DATA EXTRACT:
++++++

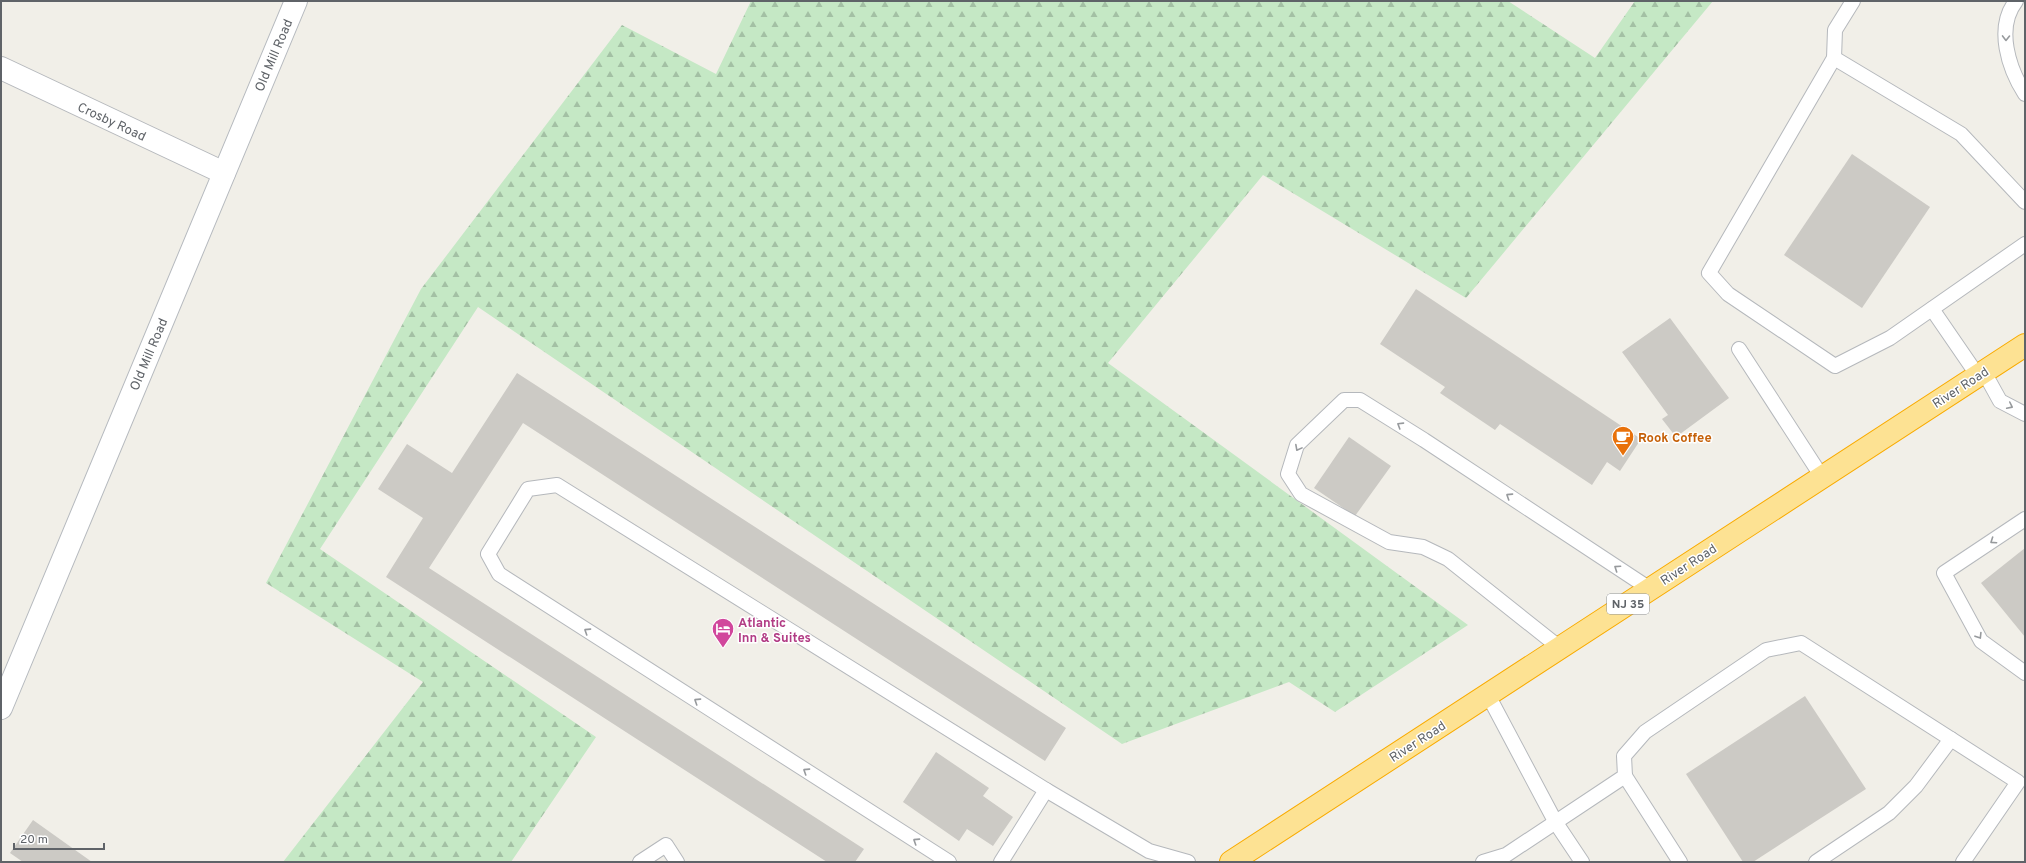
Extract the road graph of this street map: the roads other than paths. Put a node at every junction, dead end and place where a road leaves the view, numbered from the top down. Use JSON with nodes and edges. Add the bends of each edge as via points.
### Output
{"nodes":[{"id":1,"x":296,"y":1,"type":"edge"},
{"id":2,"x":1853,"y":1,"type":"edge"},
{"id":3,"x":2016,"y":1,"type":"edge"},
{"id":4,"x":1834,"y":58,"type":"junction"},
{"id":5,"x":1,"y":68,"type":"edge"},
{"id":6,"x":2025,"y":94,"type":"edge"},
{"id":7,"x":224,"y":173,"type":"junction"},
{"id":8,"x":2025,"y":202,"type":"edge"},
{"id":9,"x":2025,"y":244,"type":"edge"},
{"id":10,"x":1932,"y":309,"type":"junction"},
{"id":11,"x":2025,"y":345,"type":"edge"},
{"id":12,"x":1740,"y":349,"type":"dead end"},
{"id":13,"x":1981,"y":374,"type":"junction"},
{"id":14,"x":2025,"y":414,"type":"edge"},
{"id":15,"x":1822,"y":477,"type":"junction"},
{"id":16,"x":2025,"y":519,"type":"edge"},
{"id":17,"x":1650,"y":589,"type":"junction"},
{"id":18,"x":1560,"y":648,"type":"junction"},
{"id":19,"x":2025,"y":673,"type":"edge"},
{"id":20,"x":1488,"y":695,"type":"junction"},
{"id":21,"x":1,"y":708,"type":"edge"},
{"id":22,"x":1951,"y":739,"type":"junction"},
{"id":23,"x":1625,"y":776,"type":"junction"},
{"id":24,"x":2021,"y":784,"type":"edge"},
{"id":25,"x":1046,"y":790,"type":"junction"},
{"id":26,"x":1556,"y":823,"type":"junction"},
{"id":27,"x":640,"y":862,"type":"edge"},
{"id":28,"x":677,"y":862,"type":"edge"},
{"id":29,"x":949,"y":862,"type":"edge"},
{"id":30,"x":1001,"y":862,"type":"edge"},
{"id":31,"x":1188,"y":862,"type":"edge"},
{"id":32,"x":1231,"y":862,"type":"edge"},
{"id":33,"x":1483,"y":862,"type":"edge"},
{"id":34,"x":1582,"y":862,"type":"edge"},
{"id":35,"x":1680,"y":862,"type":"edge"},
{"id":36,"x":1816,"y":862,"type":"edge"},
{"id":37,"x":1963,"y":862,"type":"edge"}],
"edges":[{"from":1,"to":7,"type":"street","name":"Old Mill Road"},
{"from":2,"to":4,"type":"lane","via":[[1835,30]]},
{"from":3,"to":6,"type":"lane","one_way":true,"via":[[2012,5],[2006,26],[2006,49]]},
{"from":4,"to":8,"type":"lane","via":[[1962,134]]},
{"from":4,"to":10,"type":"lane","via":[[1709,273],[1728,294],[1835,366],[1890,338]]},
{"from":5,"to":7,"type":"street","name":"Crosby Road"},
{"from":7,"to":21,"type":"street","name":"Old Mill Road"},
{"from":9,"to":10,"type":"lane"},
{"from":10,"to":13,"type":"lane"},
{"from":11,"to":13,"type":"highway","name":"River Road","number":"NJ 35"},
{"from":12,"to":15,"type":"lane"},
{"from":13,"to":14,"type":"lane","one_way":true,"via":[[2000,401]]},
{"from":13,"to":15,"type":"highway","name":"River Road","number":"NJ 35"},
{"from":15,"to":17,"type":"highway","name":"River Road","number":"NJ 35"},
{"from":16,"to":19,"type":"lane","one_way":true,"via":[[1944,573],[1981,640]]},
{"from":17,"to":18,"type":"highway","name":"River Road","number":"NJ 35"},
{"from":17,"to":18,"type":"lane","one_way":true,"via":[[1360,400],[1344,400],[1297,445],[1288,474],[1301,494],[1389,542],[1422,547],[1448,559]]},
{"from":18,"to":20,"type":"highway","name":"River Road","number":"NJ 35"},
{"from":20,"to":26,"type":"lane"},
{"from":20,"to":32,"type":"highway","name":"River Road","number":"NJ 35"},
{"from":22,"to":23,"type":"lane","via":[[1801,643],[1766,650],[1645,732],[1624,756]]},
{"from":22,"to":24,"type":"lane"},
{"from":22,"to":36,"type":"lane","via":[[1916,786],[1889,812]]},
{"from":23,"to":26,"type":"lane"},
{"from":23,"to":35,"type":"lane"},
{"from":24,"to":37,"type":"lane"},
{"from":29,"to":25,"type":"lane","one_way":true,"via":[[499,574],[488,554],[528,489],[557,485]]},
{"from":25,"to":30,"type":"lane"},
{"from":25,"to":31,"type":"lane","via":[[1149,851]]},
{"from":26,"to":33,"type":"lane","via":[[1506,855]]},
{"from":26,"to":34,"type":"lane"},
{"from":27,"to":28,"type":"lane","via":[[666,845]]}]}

++++++

PROBLEM STATEMENT:
The lines to return are those in the entries above that hold "edges".

TASK ANSWER:
Extract the road graph of this street map: the roads other than paths. Put a node at every junction, dead end and place where a road leaves the view, numbered from the top down. Use JSON with nodes and edges. Add the bends of each edge as via points.
"edges":[{"from":1,"to":7,"type":"street","name":"Old Mill Road"},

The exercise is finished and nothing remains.